As a consequence of the Bourbon Restoration in France, Amy Brown settled in Paris with her two daughters. On 20 February 1820, her father was the victim of an attack at the Parisian opera, being mortally wounded with a dagger by Louvel. That night, on his deathbed, he reveals to his wife, Marie Caroline of the Two-Siciles (with whom he had married in 1816 and a daughter, Louise) the existence of his two daughters with Amy Brown. His daughters went to the opera to say goodbye to their dying father and were welcomed by the Duchess de Berry, who declared that she will welcome them as daughters and watch over them. After their father's death, they lived under the protection of the French Royal family. On 9 June 1820, her great-uncle, Louis XVIII, granted her French citizenship and the following day, the title of Countess of Issoudun and her own coat of arms. In the same days her sister was also granted French citizenship and was ennobled with the title of Countess of Vierzon. The monarch will also personally pension each of the sisters.

They maintain a relationship with their father's children, Louise and Henri, Duke of Bordeaux, accompanying them at their games at the Château de Bagatelle, even having their own apartments in the château de Rosny-sur Seine, owned by the Dowager Duchess of Berry.

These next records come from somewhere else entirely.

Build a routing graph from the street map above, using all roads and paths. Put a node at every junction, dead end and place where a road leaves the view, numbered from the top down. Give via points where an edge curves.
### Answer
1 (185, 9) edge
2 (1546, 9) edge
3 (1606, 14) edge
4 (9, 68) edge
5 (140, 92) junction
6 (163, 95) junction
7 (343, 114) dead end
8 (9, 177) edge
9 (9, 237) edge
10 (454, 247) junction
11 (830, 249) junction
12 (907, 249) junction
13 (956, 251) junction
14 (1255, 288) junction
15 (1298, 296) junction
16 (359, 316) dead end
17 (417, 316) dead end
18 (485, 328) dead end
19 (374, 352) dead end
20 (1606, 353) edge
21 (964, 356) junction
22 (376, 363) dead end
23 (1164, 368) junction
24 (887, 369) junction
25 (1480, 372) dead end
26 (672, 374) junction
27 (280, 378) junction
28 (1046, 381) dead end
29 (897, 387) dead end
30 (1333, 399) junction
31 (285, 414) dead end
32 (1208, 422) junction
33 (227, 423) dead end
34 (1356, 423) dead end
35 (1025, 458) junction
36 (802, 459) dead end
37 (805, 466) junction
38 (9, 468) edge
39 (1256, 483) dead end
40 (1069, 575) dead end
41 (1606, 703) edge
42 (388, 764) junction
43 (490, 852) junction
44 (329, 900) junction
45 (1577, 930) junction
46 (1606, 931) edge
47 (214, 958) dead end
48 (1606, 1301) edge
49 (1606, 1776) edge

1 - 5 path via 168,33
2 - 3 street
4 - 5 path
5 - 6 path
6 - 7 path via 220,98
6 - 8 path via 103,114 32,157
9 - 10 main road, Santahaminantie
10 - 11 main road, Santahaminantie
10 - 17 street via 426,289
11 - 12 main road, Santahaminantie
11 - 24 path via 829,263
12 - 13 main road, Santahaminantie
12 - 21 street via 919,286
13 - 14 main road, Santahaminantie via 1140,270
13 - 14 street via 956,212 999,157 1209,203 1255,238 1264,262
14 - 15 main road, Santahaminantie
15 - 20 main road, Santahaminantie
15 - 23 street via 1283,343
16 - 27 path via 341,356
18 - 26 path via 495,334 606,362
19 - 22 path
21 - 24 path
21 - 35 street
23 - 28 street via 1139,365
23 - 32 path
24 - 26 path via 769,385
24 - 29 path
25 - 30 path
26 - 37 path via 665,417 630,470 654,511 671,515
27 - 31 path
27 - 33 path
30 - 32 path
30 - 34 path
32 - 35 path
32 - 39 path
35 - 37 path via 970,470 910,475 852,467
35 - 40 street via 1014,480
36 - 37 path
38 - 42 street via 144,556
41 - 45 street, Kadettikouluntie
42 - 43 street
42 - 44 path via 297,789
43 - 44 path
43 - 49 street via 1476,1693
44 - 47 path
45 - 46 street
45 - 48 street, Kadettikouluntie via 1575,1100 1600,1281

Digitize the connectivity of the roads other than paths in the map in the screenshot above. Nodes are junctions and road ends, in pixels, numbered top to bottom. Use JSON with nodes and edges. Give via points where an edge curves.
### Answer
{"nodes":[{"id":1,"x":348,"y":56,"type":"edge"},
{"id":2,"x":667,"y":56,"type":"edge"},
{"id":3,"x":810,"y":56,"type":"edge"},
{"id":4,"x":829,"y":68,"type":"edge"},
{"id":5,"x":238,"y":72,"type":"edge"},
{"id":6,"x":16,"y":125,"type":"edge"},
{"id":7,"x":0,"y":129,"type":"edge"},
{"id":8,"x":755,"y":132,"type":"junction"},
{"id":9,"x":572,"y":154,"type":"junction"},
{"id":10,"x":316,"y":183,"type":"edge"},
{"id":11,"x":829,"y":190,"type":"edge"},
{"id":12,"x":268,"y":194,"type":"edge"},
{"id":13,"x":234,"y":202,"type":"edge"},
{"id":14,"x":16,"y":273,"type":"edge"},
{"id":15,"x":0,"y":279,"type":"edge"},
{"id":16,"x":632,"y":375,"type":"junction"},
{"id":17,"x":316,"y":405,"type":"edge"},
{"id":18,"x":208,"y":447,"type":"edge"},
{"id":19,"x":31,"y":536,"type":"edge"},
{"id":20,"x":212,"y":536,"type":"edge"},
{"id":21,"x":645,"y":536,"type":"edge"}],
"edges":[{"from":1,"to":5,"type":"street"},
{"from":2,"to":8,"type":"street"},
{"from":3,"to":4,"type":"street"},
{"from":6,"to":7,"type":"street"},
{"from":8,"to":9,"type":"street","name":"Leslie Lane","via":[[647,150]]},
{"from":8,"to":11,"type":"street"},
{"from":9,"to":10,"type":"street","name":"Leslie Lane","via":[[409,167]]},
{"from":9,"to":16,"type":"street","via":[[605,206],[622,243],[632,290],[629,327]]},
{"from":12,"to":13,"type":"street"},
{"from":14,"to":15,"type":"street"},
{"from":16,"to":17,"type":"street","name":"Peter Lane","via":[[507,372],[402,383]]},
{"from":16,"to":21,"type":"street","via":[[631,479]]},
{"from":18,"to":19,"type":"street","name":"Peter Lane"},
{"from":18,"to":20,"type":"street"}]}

On the 1st October 1823 in the parisian church of Saint Louis-d'Antin, she married Ferdinand, Count (later Prince) of Faucigny-Lucinge, military officer. They had five children:

 Charles (1824–1910),
 Louis (1828–1907),
 Henri (1831–1899),
 Marguerite (1833–1921) and
 René (1841–1911).

She died in 1886 at her family villa near Turin.

Sources

Notes

References 

1808 births
1886 deaths
House of Bourbon (France)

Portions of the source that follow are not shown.